** Input for this task follows **
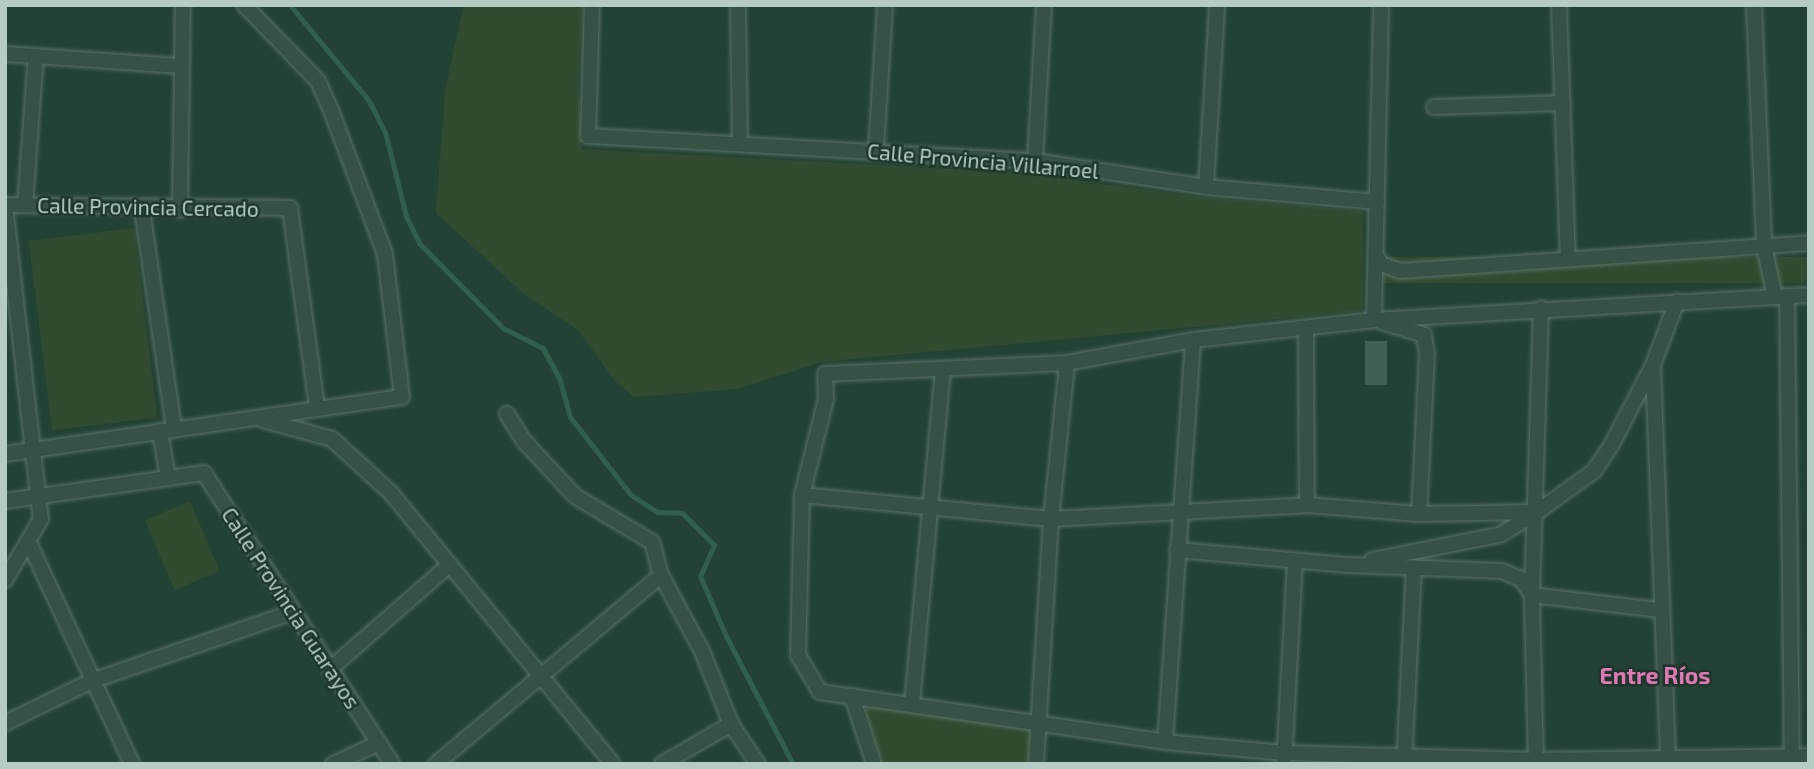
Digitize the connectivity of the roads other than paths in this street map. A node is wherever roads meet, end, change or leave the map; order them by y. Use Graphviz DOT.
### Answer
graph roads {
  1 [pos="183,5"];
  2 [pos="244,5"];
  3 [pos="592,5"];
  4 [pos="738,5"];
  5 [pos="885,5"];
  6 [pos="1044,5"];
  7 [pos="1217,5"];
  8 [pos="1381,5"];
  9 [pos="1559,5"];
  10 [pos="1754,5"];
  11 [pos="5,54"];
  12 [pos="36,56"];
  13 [pos="181,65"];
  14 [pos="1563,103"];
  15 [pos="1434,107"];
  16 [pos="740,141"];
  17 [pos="876,150"];
  18 [pos="1035,161"];
  19 [pos="1206,187"];
  20 [pos="1377,202"];
  21 [pos="5,205"];
  22 [pos="25,205"];
  23 [pos="142,209"];
  24 [pos="180,210"];
  25 [pos="1809,243"];
  26 [pos="1764,246"];
  27 [pos="1376,255"];
  28 [pos="1568,258"];
  29 [pos="11,294"];
  30 [pos="1809,295"];
  31 [pos="1781,297"];
  32 [pos="1677,301"];
  33 [pos="1541,309"];
  34 [pos="1374,320"];
  35 [pos="1306,329"];
  36 [pos="1193,340"];
  37 [pos="1067,363"];
  38 [pos="1653,365"];
  39 [pos="943,370"];
  40 [pos="317,407"];
  41 [pos="507,414"];
  42 [pos="255,418"];
  43 [pos="167,430"];
  44 [pos="36,449"];
  45 [pos="5,454"];
  46 [pos="168,478"];
  47 [pos="802,495"];
  48 [pos="39,496"];
  49 [pos="5,501"];
  50 [pos="930,504"];
  51 [pos="1307,505"];
  52 [pos="1179,510"];
  53 [pos="1537,512"];
  54 [pos="1419,514"];
  55 [pos="1051,519"];
  56 [pos="30,545"];
  57 [pos="1177,550"];
  58 [pos="1295,561"];
  59 [pos="1347,565"];
  60 [pos="448,566"];
  61 [pos="1414,567"];
  62 [pos="661,575"];
  63 [pos="5,580"];
  64 [pos="1532,595"];
  65 [pos="1660,610"];
  66 [pos="294,612"];
  67 [pos="330,668"];
  68 [pos="539,676"];
  69 [pos="94,680"];
  70 [pos="852,696"];
  71 [pos="912,705"];
  72 [pos="5,723"];
  73 [pos="1041,723"];
  74 [pos="731,724"];
  75 [pos="1165,742"];
  76 [pos="379,743"];
  77 [pos="1809,756"];
  78 [pos="1284,759"];
  79 [pos="1405,759"];
  80 [pos="1793,760"];
  81 [pos="1536,762"];
  82 [pos="1668,762"];
  83 [pos="132,764"];
  84 [pos="333,764"];
  85 [pos="392,764"];
  86 [pos="436,764"];
  87 [pos="613,764"];
  88 [pos="662,764"];
  89 [pos="758,764"];
  90 [pos="874,764"];
  91 [pos="1036,764"];
  1 -- 13 [label="street"];
  2 -- 40 [label="street"];
  3 -- 16 [label="street, Calle Provincia Villarroel"];
  4 -- 16 [label="street"];
  5 -- 17 [label="street"];
  6 -- 18 [label="street"];
  7 -- 19 [label="street"];
  8 -- 20 [label="street"];
  9 -- 14 [label="street"];
  10 -- 26 [label="street"];
  11 -- 12 [label="street"];
  12 -- 13 [label="street"];
  12 -- 22 [label="street"];
  13 -- 24 [label="street"];
  14 -- 15 [label="street"];
  14 -- 28 [label="street"];
  16 -- 17 [label="street, Calle Provincia Villarroel"];
  17 -- 18 [label="street, Calle Provincia Villarroel"];
  18 -- 19 [label="street, Calle Provincia Villarroel"];
  19 -- 20 [label="street, Calle Provincia Villarroel"];
  20 -- 27 [label="street"];
  21 -- 22 [label="street, Calle Provincia Cercado"];
  21 -- 29 [label="street"];
  22 -- 23 [label="street, Calle Provincia Cercado"];
  23 -- 24 [label="street, Calle Provincia Cercado"];
  23 -- 43 [label="street"];
  24 -- 40 [label="street, Calle Provincia Cercado"];
  25 -- 26 [label="street"];
  26 -- 28 [label="street"];
  26 -- 31 [label="street"];
  27 -- 28 [label="street"];
  27 -- 34 [label="street"];
  29 -- 44 [label="street"];
  30 -- 31 [label="street"];
  31 -- 32 [label="street"];
  31 -- 80 [label="street"];
  32 -- 33 [label="street"];
  32 -- 38 [label="street"];
  33 -- 34 [label="street"];
  33 -- 53 [label="street"];
  34 -- 35 [label="street"];
  34 -- 54 [label="street"];
  35 -- 36 [label="street"];
  35 -- 51 [label="street"];
  36 -- 37 [label="street"];
  36 -- 52 [label="street"];
  37 -- 39 [label="street"];
  37 -- 55 [label="street"];
  38 -- 53 [label="street"];
  38 -- 65 [label="street"];
  39 -- 47 [label="street"];
  39 -- 50 [label="street"];
  40 -- 42 [label="street"];
  41 -- 62 [label="street"];
  42 -- 43 [label="street"];
  42 -- 60 [label="street"];
  43 -- 44 [label="street"];
  43 -- 46 [label="street"];
  44 -- 45 [label="street"];
  44 -- 48 [label="street"];
  46 -- 48 [label="street"];
  46 -- 66 [label="street, Calle Provincia Guarayos"];
  47 -- 50 [label="street"];
  47 -- 70 [label="street"];
  48 -- 49 [label="street"];
  48 -- 56 [label="street"];
  50 -- 55 [label="street"];
  50 -- 71 [label="street"];
  51 -- 52 [label="street"];
  51 -- 54 [label="street"];
  52 -- 55 [label="street"];
  52 -- 57 [label="street"];
  53 -- 54 [label="street"];
  53 -- 59 [label="street"];
  53 -- 64 [label="street"];
  55 -- 73 [label="street"];
  56 -- 63 [label="street"];
  56 -- 69 [label="street"];
  57 -- 58 [label="street"];
  57 -- 75 [label="street"];
  58 -- 59 [label="street"];
  58 -- 78 [label="street"];
  59 -- 61 [label="street"];
  60 -- 67 [label="street"];
  60 -- 68 [label="street"];
  61 -- 64 [label="street"];
  61 -- 79 [label="street"];
  62 -- 68 [label="street"];
  62 -- 74 [label="street"];
  64 -- 65 [label="street"];
  64 -- 81 [label="street"];
  65 -- 82 [label="street"];
  66 -- 67 [label="street, Calle Provincia Guarayos"];
  66 -- 69 [label="street"];
  67 -- 76 [label="street, Calle Provincia Guarayos"];
  68 -- 86 [label="street"];
  68 -- 87 [label="street"];
  69 -- 72 [label="street"];
  69 -- 83 [label="street"];
  70 -- 71 [label="street"];
  70 -- 90 [label="street"];
  71 -- 73 [label="street"];
  73 -- 75 [label="street"];
  73 -- 91 [label="street"];
  74 -- 88 [label="street"];
  74 -- 89 [label="street"];
  75 -- 78 [label="street"];
  76 -- 84 [label="street"];
  76 -- 85 [label="street, Calle Provincia Guarayos"];
  77 -- 80 [label="street"];
  78 -- 79 [label="street"];
  79 -- 81 [label="street"];
  80 -- 82 [label="street"];
  81 -- 82 [label="street"];
}
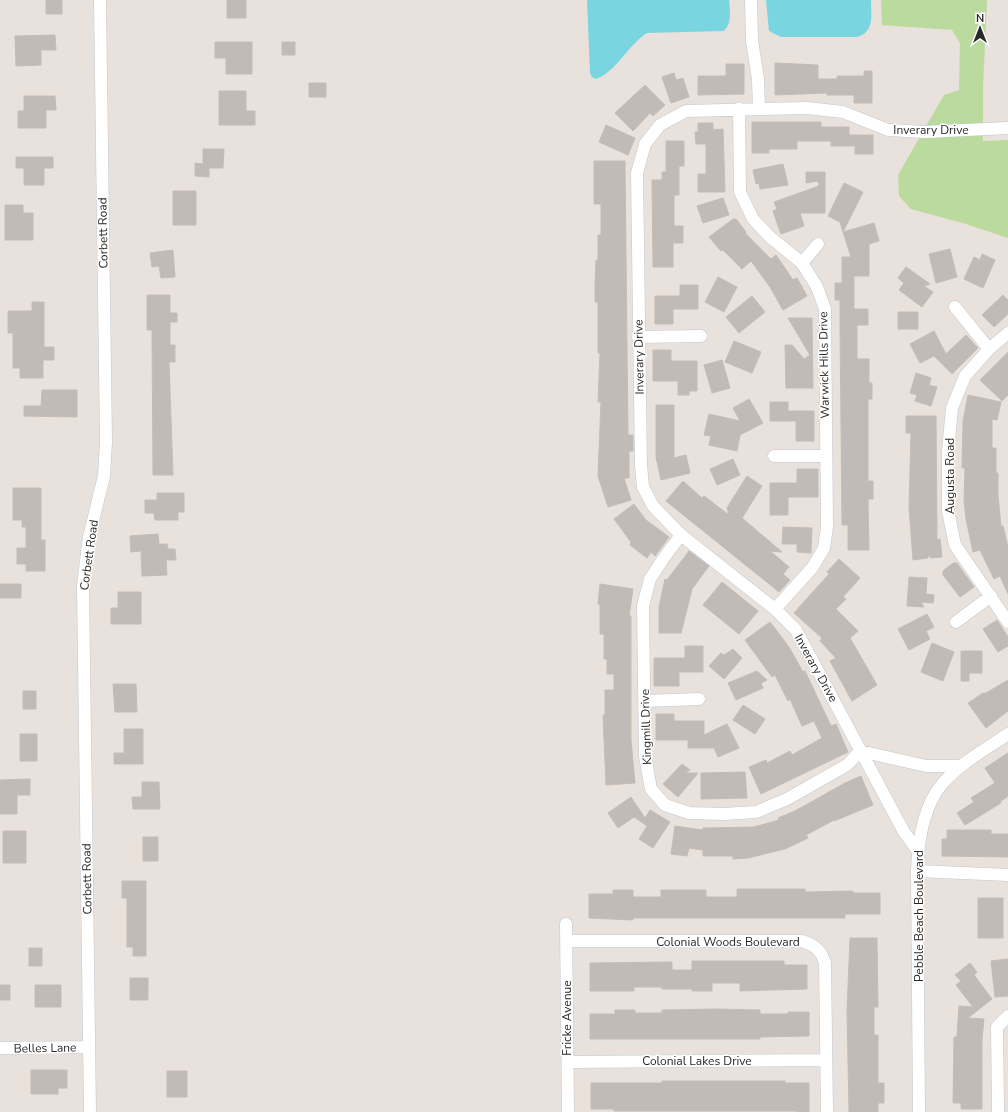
** End of Input for this task **
## Activity
Retype every entry exactly, but keep the pictures out of your copy.

## Answer area
Digitize the connectivity of the roads other than paths in this street map. A node is wherever roads meet, end, change or leave the map; order them by y. Use Graphviz DOT.
### Answer
graph roads {
  1 [pos="183,5"];
  2 [pos="244,5"];
  3 [pos="592,5"];
  4 [pos="738,5"];
  5 [pos="885,5"];
  6 [pos="1044,5"];
  7 [pos="1217,5"];
  8 [pos="1381,5"];
  9 [pos="1559,5"];
  10 [pos="1754,5"];
  11 [pos="5,54"];
  12 [pos="36,56"];
  13 [pos="181,65"];
  14 [pos="1563,103"];
  15 [pos="1434,107"];
  16 [pos="740,141"];
  17 [pos="876,150"];
  18 [pos="1035,161"];
  19 [pos="1206,187"];
  20 [pos="1377,202"];
  21 [pos="5,205"];
  22 [pos="25,205"];
  23 [pos="142,209"];
  24 [pos="180,210"];
  25 [pos="1809,243"];
  26 [pos="1764,246"];
  27 [pos="1376,255"];
  28 [pos="1568,258"];
  29 [pos="11,294"];
  30 [pos="1809,295"];
  31 [pos="1781,297"];
  32 [pos="1677,301"];
  33 [pos="1541,309"];
  34 [pos="1374,320"];
  35 [pos="1306,329"];
  36 [pos="1193,340"];
  37 [pos="1067,363"];
  38 [pos="1653,365"];
  39 [pos="943,370"];
  40 [pos="317,407"];
  41 [pos="507,414"];
  42 [pos="255,418"];
  43 [pos="167,430"];
  44 [pos="36,449"];
  45 [pos="5,454"];
  46 [pos="168,478"];
  47 [pos="802,495"];
  48 [pos="39,496"];
  49 [pos="5,501"];
  50 [pos="930,504"];
  51 [pos="1307,505"];
  52 [pos="1179,510"];
  53 [pos="1537,512"];
  54 [pos="1419,514"];
  55 [pos="1051,519"];
  56 [pos="30,545"];
  57 [pos="1177,550"];
  58 [pos="1295,561"];
  59 [pos="1347,565"];
  60 [pos="448,566"];
  61 [pos="1414,567"];
  62 [pos="661,575"];
  63 [pos="5,580"];
  64 [pos="1532,595"];
  65 [pos="1660,610"];
  66 [pos="294,612"];
  67 [pos="330,668"];
  68 [pos="539,676"];
  69 [pos="94,680"];
  70 [pos="852,696"];
  71 [pos="912,705"];
  72 [pos="5,723"];
  73 [pos="1041,723"];
  74 [pos="731,724"];
  75 [pos="1165,742"];
  76 [pos="379,743"];
  77 [pos="1809,756"];
  78 [pos="1284,759"];
  79 [pos="1405,759"];
  80 [pos="1793,760"];
  81 [pos="1536,762"];
  82 [pos="1668,762"];
  83 [pos="132,764"];
  84 [pos="333,764"];
  85 [pos="392,764"];
  86 [pos="436,764"];
  87 [pos="613,764"];
  88 [pos="662,764"];
  89 [pos="758,764"];
  90 [pos="874,764"];
  91 [pos="1036,764"];
  1 -- 13 [label="street"];
  2 -- 40 [label="street"];
  3 -- 16 [label="street, Calle Provincia Villarroel"];
  4 -- 16 [label="street"];
  5 -- 17 [label="street"];
  6 -- 18 [label="street"];
  7 -- 19 [label="street"];
  8 -- 20 [label="street"];
  9 -- 14 [label="street"];
  10 -- 26 [label="street"];
  11 -- 12 [label="street"];
  12 -- 13 [label="street"];
  12 -- 22 [label="street"];
  13 -- 24 [label="street"];
  14 -- 15 [label="street"];
  14 -- 28 [label="street"];
  16 -- 17 [label="street, Calle Provincia Villarroel"];
  17 -- 18 [label="street, Calle Provincia Villarroel"];
  18 -- 19 [label="street, Calle Provincia Villarroel"];
  19 -- 20 [label="street, Calle Provincia Villarroel"];
  20 -- 27 [label="street"];
  21 -- 22 [label="street, Calle Provincia Cercado"];
  21 -- 29 [label="street"];
  22 -- 23 [label="street, Calle Provincia Cercado"];
  23 -- 24 [label="street, Calle Provincia Cercado"];
  23 -- 43 [label="street"];
  24 -- 40 [label="street, Calle Provincia Cercado"];
  25 -- 26 [label="street"];
  26 -- 28 [label="street"];
  26 -- 31 [label="street"];
  27 -- 28 [label="street"];
  27 -- 34 [label="street"];
  29 -- 44 [label="street"];
  30 -- 31 [label="street"];
  31 -- 32 [label="street"];
  31 -- 80 [label="street"];
  32 -- 33 [label="street"];
  32 -- 38 [label="street"];
  33 -- 34 [label="street"];
  33 -- 53 [label="street"];
  34 -- 35 [label="street"];
  34 -- 54 [label="street"];
  35 -- 36 [label="street"];
  35 -- 51 [label="street"];
  36 -- 37 [label="street"];
  36 -- 52 [label="street"];
  37 -- 39 [label="street"];
  37 -- 55 [label="street"];
  38 -- 53 [label="street"];
  38 -- 65 [label="street"];
  39 -- 47 [label="street"];
  39 -- 50 [label="street"];
  40 -- 42 [label="street"];
  41 -- 62 [label="street"];
  42 -- 43 [label="street"];
  42 -- 60 [label="street"];
  43 -- 44 [label="street"];
  43 -- 46 [label="street"];
  44 -- 45 [label="street"];
  44 -- 48 [label="street"];
  46 -- 48 [label="street"];
  46 -- 66 [label="street, Calle Provincia Guarayos"];
  47 -- 50 [label="street"];
  47 -- 70 [label="street"];
  48 -- 49 [label="street"];
  48 -- 56 [label="street"];
  50 -- 55 [label="street"];
  50 -- 71 [label="street"];
  51 -- 52 [label="street"];
  51 -- 54 [label="street"];
  52 -- 55 [label="street"];
  52 -- 57 [label="street"];
  53 -- 54 [label="street"];
  53 -- 59 [label="street"];
  53 -- 64 [label="street"];
  55 -- 73 [label="street"];
  56 -- 63 [label="street"];
  56 -- 69 [label="street"];
  57 -- 58 [label="street"];
  57 -- 75 [label="street"];
  58 -- 59 [label="street"];
  58 -- 78 [label="street"];
  59 -- 61 [label="street"];
  60 -- 67 [label="street"];
  60 -- 68 [label="street"];
  61 -- 64 [label="street"];
  61 -- 79 [label="street"];
  62 -- 68 [label="street"];
  62 -- 74 [label="street"];
  64 -- 65 [label="street"];
  64 -- 81 [label="street"];
  65 -- 82 [label="street"];
  66 -- 67 [label="street, Calle Provincia Guarayos"];
  66 -- 69 [label="street"];
  67 -- 76 [label="street, Calle Provincia Guarayos"];
  68 -- 86 [label="street"];
  68 -- 87 [label="street"];
  69 -- 72 [label="street"];
  69 -- 83 [label="street"];
  70 -- 71 [label="street"];
  70 -- 90 [label="street"];
  71 -- 73 [label="street"];
  73 -- 75 [label="street"];
  73 -- 91 [label="street"];
  74 -- 88 [label="street"];
  74 -- 89 [label="street"];
  75 -- 78 [label="street"];
  76 -- 84 [label="street"];
  76 -- 85 [label="street, Calle Provincia Guarayos"];
  77 -- 80 [label="street"];
  78 -- 79 [label="street"];
  79 -- 81 [label="street"];
  80 -- 82 [label="street"];
  81 -- 82 [label="street"];
}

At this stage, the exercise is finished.